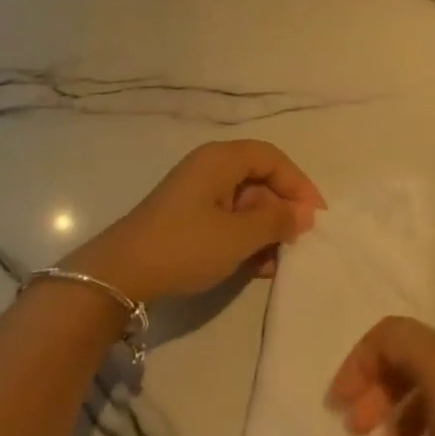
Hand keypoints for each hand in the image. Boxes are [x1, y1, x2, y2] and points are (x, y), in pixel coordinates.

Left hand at [66, 140, 324, 303]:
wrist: (118, 276)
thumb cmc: (184, 246)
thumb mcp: (238, 236)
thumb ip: (277, 221)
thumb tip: (305, 213)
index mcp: (221, 159)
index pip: (273, 159)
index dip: (298, 184)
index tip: (316, 216)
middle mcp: (210, 168)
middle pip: (260, 180)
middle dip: (282, 211)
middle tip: (299, 242)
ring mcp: (197, 193)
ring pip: (246, 203)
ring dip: (265, 230)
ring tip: (278, 262)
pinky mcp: (187, 218)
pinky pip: (228, 219)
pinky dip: (245, 238)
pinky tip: (257, 267)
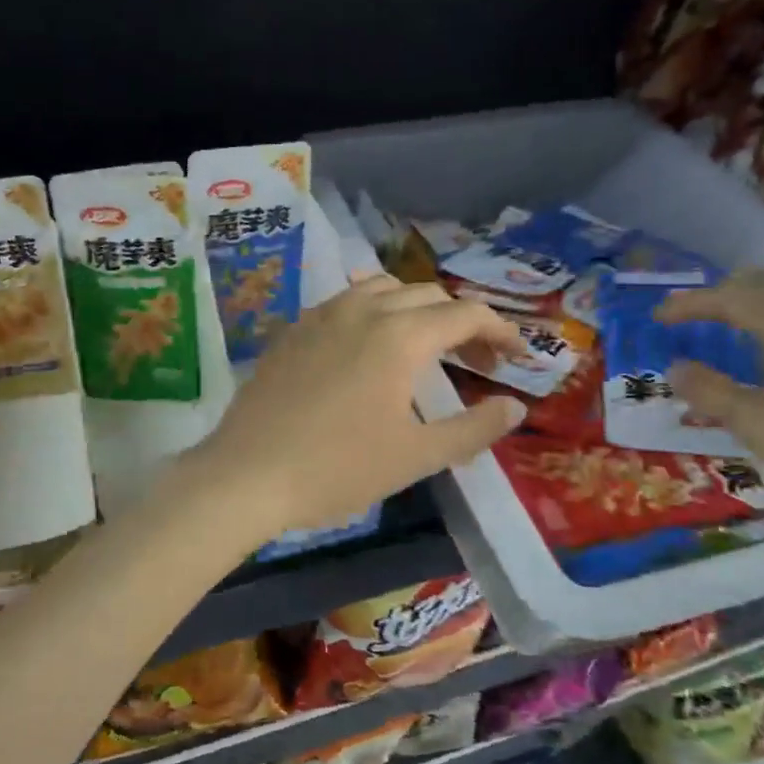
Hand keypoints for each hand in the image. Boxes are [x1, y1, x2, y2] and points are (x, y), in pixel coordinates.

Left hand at [187, 275, 526, 540]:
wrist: (246, 475)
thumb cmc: (337, 469)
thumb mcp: (416, 456)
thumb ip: (473, 428)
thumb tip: (514, 406)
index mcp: (400, 336)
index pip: (466, 314)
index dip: (501, 331)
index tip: (518, 357)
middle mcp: (363, 310)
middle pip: (428, 295)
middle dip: (462, 321)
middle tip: (476, 360)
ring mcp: (321, 315)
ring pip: (382, 288)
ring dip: (416, 308)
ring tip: (425, 344)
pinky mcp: (293, 330)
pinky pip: (345, 302)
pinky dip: (374, 312)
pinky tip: (368, 347)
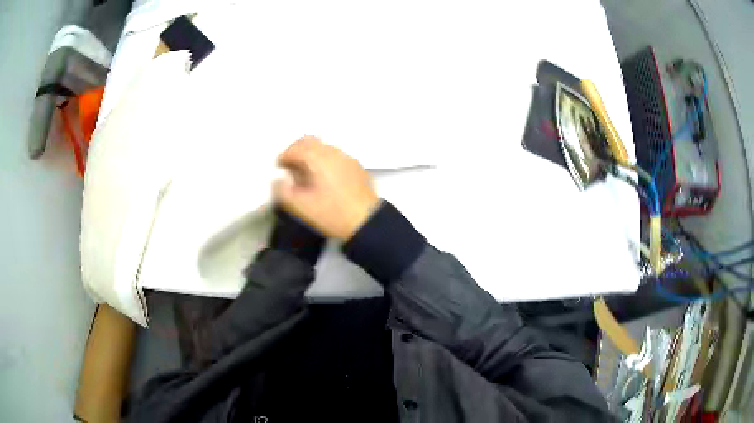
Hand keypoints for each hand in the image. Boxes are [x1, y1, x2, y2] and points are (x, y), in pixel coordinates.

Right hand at [274, 136, 380, 240]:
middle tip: (290, 165)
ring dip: (310, 155)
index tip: (279, 167)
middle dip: (296, 150)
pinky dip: (324, 160)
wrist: (366, 222)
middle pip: (310, 142)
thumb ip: (283, 191)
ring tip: (305, 173)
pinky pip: (335, 155)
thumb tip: (279, 181)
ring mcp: (346, 158)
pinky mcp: (356, 166)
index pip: (295, 149)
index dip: (284, 157)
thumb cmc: (332, 214)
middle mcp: (332, 153)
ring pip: (323, 147)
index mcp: (317, 159)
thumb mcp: (301, 207)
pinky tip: (324, 177)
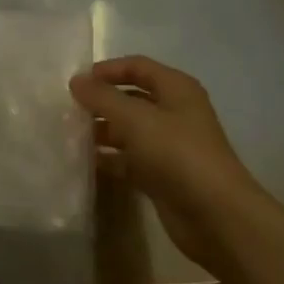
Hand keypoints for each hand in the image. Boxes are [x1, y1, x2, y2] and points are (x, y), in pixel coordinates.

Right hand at [69, 56, 263, 273]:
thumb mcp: (136, 119)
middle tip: (68, 109)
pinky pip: (130, 160)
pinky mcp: (162, 176)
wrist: (216, 216)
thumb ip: (102, 97)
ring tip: (70, 135)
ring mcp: (169, 146)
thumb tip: (76, 80)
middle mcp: (174, 113)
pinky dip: (110, 159)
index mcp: (176, 89)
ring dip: (102, 131)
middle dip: (102, 102)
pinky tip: (85, 163)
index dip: (107, 70)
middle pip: (132, 98)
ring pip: (129, 131)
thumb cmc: (177, 154)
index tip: (77, 81)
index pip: (137, 66)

==*==

Exercise directions:
Reproduce the records above exactly, leaving out every picture they contain.

Output below:
Hand keypoints for each hand in the image. Boxes are [x1, y1, x2, y2] and points are (x, y), in pixel coordinates.

Left hand at [66, 140, 324, 303]:
wrist: (118, 276)
thumb cmc: (184, 246)
thumb mcp: (238, 236)
thumb ip: (277, 221)
thumb tip: (305, 213)
index mcp: (221, 159)
index pip: (273, 159)
index dip: (298, 184)
index tip: (316, 216)
middle mcp: (210, 168)
middle pip: (260, 180)
middle dip: (282, 211)
middle tip: (299, 242)
ring mcp: (197, 193)
ring pip: (246, 203)
ring dip: (265, 230)
ring tip: (278, 262)
pinky mcp: (187, 218)
pinky pip: (228, 219)
pinky dip: (245, 238)
pinky tip: (257, 267)
Hand keypoints for each hand in the image. Boxes are [x1, y1, x2, y2] and points are (x, y), in pixel coordinates.

Left hand at [187, 275, 526, 540]:
wrist: (246, 475)
thumb cmc: (337, 469)
thumb mcp: (416, 456)
thumb ip: (473, 428)
thumb tip: (514, 406)
index mcp: (400, 336)
index pip: (466, 314)
index dip: (501, 331)
index tip: (518, 357)
middle mcp: (363, 310)
middle pip: (428, 295)
middle dip: (462, 321)
middle tip: (476, 360)
ring mcp: (321, 315)
ring pip: (382, 288)
ring dip: (416, 308)
ring tip: (425, 344)
pinky mcp: (293, 330)
pinky pip: (345, 302)
pinky dip: (374, 312)
pinky tip: (368, 347)
Hand keypoints for each hand in the image. Boxes are [x1, y1, x2, y2] and points are (x, y), in pixel coordinates.

Right hand at [274, 136, 380, 240]:
middle tip: (290, 165)
ring dip: (310, 155)
index tip: (279, 167)
middle dip: (296, 150)
pinky dip: (324, 160)
wrist: (366, 222)
middle pip: (310, 142)
thumb ip: (283, 191)
ring tip: (305, 173)
pinky pip: (335, 155)
thumb tip: (279, 181)
ring mcp: (346, 158)
pinky mcp: (356, 166)
index pip: (295, 149)
index dip: (284, 157)
thumb cmc: (332, 214)
middle mcp: (332, 153)
ring pip: (323, 147)
index mcp: (317, 159)
thumb mcp: (301, 207)
pinky tip: (324, 177)
Hand keypoints for each hand in the image. Boxes are [x1, y1, x2, y2] and points are (x, y), in pixel coordinates.

Right hand at [69, 56, 263, 273]:
thumb mcp: (136, 119)
middle tip: (68, 109)
pinky pip: (130, 160)
pinky mcp: (162, 176)
wrist: (216, 216)
thumb ip: (102, 97)
ring tip: (70, 135)
ring mcp: (169, 146)
thumb tip: (76, 80)
middle mcp: (174, 113)
pinky dip: (110, 159)
index mcp: (176, 89)
ring dip: (102, 131)
middle dip: (102, 102)
pinky tip: (85, 163)
index dip: (107, 70)
middle pip: (132, 98)
ring pip: (129, 131)
thumb cmc: (177, 154)
index tip: (77, 81)
index pip: (137, 66)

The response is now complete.